In [15]:
!pip install text2emotion



In [10]:
import pandas as pd
import re
import glob 

import nltk
from nltk import tokenize
from nltk.sentiment.vader import SentimentIntensityAnalyzer
nltk.download('vader_lexicon')


import text2emotion as te

import plotly.graph_objects as go

FILE_DIR = "Data/tweets/"
FILE_DIR_UNPOP = "Data/unpop_tweets/"

[nltk_data] Downloading package vader_lexicon to C:\nltk_data...
[nltk_data]   Package vader_lexicon is already up-to-date!

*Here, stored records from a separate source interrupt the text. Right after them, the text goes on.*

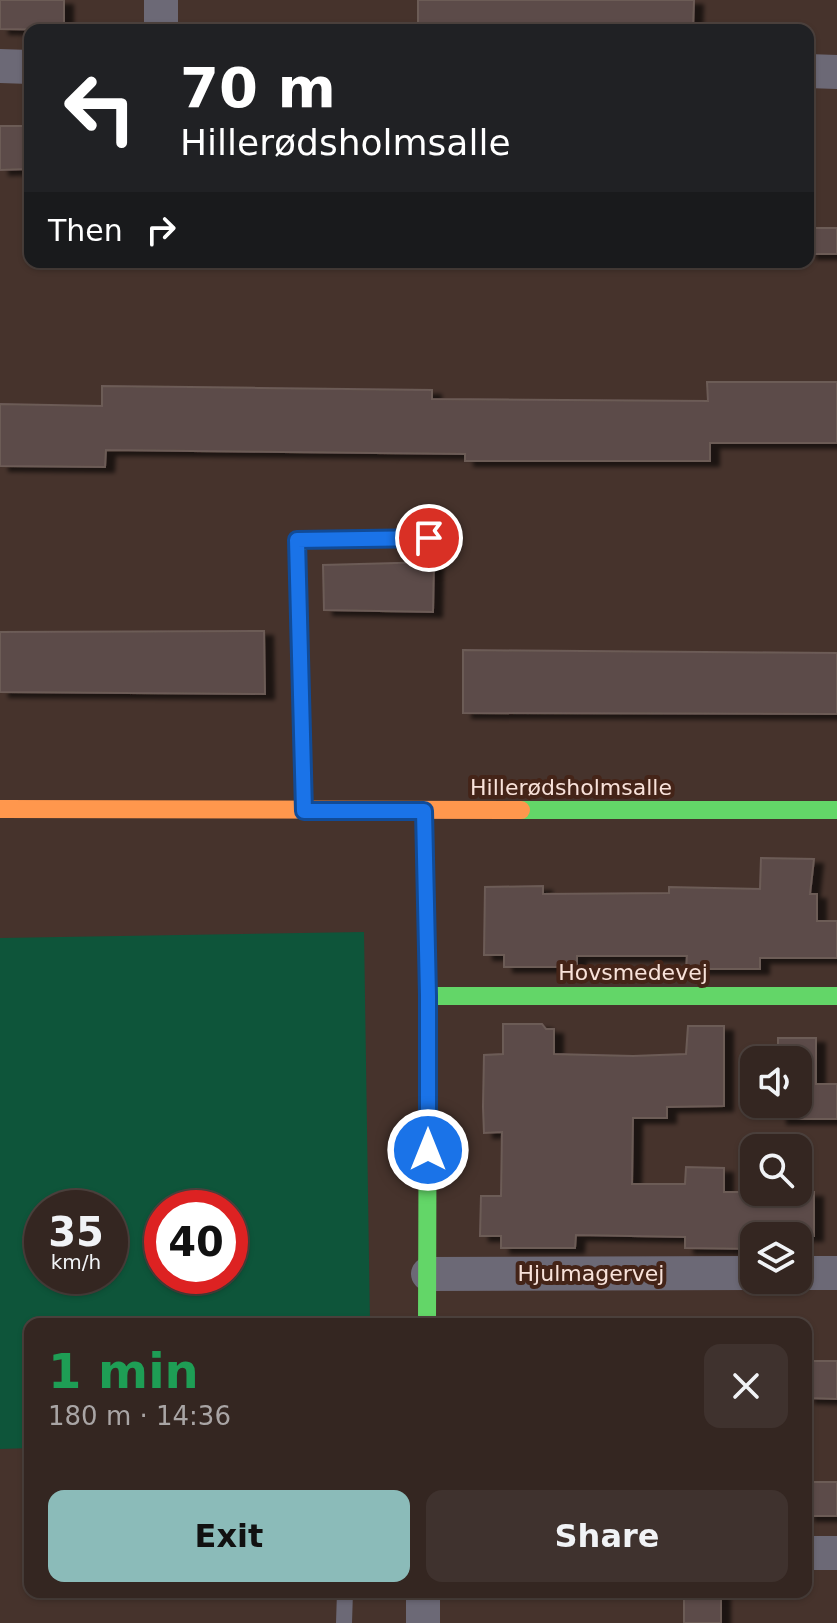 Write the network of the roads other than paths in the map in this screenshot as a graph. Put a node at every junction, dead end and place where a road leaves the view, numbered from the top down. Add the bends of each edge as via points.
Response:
1 (161, 0) edge
2 (161, 24) edge
3 (0, 66) edge
4 (24, 67) edge
5 (814, 71) edge
6 (837, 72) edge
7 (429, 538) dead end
8 (0, 809) edge
9 (837, 810) edge
10 (304, 811) junction
11 (424, 811) junction
12 (428, 996) junction
13 (837, 996) edge
14 (740, 1273) edge
15 (812, 1273) edge
16 (837, 1273) edge
17 (428, 1274) junction
18 (427, 1318) edge
19 (812, 1553) edge
20 (837, 1553) edge
21 (345, 1598) edge
22 (423, 1598) edge
23 (344, 1623) edge
24 (423, 1623) edge

1 - 2 street
3 - 4 street
5 - 6 street
7 - 10 street via 297,540
8 - 10 street, Hillerødsholmsalle
9 - 11 street, Hillerødsholmsalle
10 - 11 street, Hillerødsholmsalle
11 - 12 street
12 - 13 street, Hovsmedevej
12 - 17 street
14 - 17 street, Hjulmagervej
15 - 16 street
17 - 18 street
19 - 20 street
21 - 23 lane
22 - 24 street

# Generate Emotions and Sentiments

In [6]:

def getJSONData(file):
    df = pd.read_json(file, lines=True)
    data = df[df.lang == "en"].loc[:, ['content']]
    data["sentiments"] = data.content.apply(lambda x: getSentimentEmotion(x))
    data[['neg','neu', 'pos','comp', 'angry', 'fear', 'happy', 'sad', 'surprise']] = data['sentiments'].str.split(',',expand=True)
    data.drop(["sentiments"], inplace=True, axis = 1)
    return data

In [7]:

def getSentimentEmotion(tweet):
    sid = SentimentIntensityAnalyzer()
    tweet_words = [t.lower() for t in tweet.split() if re.match(r"(\w+)", t)]
    text = " ".join(tweet_words)
    ss = sid.polarity_scores(text)
    emo = te.get_emotion(text)
    return f'{ss["neg"]}, {ss["neu"]}, {ss["pos"]}, {ss["compound"]}, {emo["Angry"]}, {emo["Fear"]}, {emo["Happy"]}, {emo["Sad"]}, {emo["Surprise"]}'

In [39]:

json_files = glob.glob(f"{FILE_DIR}*.json")
for file in json_files: 
    print (file)
    data = getJSONData(file)
    data.to_csv(f"{file.split('.')[0]}.csv")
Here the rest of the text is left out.